Records supplied |
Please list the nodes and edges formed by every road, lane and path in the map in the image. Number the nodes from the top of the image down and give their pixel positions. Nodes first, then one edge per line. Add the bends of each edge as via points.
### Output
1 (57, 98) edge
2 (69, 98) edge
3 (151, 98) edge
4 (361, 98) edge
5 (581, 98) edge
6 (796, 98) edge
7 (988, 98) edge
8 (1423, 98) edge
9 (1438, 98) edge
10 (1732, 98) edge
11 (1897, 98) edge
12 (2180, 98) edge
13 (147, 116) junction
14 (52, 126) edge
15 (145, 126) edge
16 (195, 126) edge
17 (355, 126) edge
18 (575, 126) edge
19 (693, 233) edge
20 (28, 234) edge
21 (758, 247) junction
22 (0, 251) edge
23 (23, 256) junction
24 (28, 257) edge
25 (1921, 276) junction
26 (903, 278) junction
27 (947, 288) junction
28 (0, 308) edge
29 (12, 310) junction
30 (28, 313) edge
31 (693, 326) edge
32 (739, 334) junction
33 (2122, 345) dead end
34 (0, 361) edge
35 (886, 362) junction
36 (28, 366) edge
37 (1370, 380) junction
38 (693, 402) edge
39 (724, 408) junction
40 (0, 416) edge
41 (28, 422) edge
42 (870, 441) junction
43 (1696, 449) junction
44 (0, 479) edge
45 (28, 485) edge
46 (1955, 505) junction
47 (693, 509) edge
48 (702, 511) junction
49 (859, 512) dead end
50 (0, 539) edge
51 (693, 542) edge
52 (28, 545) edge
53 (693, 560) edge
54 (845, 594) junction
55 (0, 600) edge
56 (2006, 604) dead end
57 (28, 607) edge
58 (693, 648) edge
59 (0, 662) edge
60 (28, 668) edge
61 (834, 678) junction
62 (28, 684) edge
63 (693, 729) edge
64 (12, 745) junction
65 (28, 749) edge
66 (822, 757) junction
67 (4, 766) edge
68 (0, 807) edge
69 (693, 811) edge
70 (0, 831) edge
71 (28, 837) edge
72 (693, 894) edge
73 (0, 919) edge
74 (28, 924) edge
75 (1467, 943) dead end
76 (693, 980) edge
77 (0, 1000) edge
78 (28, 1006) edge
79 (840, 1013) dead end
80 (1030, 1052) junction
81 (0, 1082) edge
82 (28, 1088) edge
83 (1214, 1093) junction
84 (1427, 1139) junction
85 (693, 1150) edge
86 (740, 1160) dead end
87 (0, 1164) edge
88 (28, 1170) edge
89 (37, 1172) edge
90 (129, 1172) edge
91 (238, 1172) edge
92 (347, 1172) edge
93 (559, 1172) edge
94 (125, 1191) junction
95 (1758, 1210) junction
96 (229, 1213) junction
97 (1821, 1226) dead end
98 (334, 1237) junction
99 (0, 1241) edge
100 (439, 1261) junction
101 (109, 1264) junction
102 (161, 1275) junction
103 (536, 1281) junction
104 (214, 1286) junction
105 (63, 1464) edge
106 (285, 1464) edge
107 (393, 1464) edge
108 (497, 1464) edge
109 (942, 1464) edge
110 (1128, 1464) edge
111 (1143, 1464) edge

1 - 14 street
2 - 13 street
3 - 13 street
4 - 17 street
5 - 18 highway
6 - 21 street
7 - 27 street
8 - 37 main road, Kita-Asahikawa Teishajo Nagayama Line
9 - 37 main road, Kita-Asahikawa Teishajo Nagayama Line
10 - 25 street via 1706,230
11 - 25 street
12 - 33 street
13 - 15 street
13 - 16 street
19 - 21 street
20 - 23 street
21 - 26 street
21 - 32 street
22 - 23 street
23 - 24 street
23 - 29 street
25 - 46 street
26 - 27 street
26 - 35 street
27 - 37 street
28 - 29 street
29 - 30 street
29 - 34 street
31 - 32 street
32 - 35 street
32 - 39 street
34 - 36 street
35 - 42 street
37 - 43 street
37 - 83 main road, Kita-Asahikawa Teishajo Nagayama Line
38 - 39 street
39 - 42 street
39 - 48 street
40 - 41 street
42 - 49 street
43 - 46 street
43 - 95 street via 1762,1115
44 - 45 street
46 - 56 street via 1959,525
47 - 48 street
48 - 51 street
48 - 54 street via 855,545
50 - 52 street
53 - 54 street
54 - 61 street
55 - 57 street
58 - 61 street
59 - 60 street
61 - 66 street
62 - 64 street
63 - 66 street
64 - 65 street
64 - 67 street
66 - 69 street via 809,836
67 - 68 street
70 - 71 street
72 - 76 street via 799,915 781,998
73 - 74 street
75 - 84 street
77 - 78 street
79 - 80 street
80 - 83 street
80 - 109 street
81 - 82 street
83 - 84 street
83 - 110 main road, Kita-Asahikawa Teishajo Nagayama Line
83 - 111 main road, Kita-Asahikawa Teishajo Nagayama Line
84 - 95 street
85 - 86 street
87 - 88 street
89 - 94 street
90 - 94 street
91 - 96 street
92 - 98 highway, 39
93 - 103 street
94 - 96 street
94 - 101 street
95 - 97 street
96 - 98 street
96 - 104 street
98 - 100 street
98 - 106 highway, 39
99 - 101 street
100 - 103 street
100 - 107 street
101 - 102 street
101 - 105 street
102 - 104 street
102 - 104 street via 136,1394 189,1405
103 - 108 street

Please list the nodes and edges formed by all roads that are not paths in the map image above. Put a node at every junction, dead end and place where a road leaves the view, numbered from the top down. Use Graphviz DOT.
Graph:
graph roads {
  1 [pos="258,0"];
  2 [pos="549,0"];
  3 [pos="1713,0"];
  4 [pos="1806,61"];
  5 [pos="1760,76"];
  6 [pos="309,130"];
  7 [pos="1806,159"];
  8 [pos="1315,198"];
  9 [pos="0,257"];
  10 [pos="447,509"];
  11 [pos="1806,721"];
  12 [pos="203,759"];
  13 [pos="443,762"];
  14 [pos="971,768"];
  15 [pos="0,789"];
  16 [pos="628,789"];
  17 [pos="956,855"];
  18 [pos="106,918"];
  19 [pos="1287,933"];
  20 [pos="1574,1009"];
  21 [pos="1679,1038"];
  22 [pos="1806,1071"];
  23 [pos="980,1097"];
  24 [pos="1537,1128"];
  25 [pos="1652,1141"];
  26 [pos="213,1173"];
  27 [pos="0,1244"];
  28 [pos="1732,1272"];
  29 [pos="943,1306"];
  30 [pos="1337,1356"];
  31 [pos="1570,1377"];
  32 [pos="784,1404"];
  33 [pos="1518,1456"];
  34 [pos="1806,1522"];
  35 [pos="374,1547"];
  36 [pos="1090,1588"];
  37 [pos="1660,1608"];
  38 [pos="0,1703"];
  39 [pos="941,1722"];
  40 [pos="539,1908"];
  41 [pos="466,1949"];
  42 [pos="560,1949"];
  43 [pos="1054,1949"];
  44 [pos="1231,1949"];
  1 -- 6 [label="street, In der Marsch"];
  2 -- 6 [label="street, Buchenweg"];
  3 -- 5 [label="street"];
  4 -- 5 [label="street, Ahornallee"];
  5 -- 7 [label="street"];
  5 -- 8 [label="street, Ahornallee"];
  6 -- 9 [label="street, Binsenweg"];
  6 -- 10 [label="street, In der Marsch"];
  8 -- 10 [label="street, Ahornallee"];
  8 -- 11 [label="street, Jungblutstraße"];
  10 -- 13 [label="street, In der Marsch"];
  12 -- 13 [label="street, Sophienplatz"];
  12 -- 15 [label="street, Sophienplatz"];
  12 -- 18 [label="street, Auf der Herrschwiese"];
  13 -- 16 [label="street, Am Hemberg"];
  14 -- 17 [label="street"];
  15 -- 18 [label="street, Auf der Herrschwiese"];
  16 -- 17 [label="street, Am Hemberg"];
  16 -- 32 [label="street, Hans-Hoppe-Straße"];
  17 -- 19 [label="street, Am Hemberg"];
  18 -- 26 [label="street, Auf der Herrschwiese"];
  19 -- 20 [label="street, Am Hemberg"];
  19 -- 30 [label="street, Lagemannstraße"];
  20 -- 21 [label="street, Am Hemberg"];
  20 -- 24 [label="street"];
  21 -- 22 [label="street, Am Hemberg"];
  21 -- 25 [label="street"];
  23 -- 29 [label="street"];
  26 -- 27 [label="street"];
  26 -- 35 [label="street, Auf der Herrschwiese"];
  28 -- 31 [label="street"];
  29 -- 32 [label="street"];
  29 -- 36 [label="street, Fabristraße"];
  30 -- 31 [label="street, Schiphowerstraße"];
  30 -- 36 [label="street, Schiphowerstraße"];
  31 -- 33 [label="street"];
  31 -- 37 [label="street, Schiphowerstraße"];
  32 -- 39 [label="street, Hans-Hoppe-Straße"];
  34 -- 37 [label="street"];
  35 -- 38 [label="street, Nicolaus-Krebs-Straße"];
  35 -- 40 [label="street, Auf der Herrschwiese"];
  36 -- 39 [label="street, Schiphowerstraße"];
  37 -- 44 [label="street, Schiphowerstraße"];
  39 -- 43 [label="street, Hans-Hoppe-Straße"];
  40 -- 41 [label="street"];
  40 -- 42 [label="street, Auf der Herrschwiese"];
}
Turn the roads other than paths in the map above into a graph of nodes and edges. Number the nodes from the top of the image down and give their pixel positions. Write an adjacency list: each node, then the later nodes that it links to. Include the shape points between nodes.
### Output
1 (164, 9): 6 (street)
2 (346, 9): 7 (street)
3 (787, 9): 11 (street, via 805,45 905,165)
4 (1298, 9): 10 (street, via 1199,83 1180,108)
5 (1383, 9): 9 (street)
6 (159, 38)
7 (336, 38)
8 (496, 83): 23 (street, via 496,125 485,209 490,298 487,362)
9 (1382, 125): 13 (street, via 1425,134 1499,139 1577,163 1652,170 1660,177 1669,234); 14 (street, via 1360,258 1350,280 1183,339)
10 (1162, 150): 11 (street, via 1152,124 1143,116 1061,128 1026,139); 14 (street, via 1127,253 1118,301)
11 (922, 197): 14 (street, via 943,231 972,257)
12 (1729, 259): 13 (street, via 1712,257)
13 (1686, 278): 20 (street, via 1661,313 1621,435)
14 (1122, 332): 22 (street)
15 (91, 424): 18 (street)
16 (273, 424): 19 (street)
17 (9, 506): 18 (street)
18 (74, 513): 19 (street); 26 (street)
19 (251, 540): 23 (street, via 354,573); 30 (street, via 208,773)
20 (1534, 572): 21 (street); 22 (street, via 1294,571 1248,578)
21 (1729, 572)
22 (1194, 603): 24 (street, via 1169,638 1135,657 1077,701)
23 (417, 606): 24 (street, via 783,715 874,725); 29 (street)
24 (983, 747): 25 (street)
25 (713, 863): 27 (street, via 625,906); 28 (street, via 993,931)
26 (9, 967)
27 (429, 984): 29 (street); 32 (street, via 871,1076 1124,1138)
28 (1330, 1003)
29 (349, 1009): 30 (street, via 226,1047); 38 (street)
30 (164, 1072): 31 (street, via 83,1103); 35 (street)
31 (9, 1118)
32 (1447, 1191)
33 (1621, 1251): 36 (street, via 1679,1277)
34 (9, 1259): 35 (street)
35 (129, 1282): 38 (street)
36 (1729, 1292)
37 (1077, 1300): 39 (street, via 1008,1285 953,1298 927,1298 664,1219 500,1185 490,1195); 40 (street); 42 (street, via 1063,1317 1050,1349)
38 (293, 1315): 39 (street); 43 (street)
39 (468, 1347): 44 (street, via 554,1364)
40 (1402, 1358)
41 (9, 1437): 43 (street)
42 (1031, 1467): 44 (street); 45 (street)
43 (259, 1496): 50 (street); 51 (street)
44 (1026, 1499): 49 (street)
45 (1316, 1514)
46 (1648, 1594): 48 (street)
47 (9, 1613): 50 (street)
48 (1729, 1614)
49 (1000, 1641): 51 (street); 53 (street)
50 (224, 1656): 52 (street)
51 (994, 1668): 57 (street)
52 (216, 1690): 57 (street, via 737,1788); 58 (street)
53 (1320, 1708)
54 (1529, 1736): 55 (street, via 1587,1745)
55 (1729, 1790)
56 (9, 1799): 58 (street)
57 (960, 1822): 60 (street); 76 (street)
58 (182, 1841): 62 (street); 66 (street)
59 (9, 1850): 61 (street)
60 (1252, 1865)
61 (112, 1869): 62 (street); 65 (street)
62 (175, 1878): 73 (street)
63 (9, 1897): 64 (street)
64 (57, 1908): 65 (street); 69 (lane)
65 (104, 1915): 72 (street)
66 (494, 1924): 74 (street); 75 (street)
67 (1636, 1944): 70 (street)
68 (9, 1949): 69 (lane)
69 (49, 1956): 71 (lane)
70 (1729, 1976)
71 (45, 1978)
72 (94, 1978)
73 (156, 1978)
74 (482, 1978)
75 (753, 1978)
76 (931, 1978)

Assignment | Among the lines of the preceding data, which ones hold the word "image"? List them.

Exercise solution |
Please list the nodes and edges formed by every road, lane and path in the map in the image. Number the nodes from the top of the image down and give their pixel positions. Nodes first, then one edge per line. Add the bends of each edge as via points.
Please list the nodes and edges formed by all roads that are not paths in the map image above. Put a node at every junction, dead end and place where a road leaves the view, numbered from the top down. Use Graphviz DOT.
Turn the roads other than paths in the map above into a graph of nodes and edges. Number the nodes from the top of the image down and give their pixel positions. Write an adjacency list: each node, then the later nodes that it links to. Include the shape points between nodes.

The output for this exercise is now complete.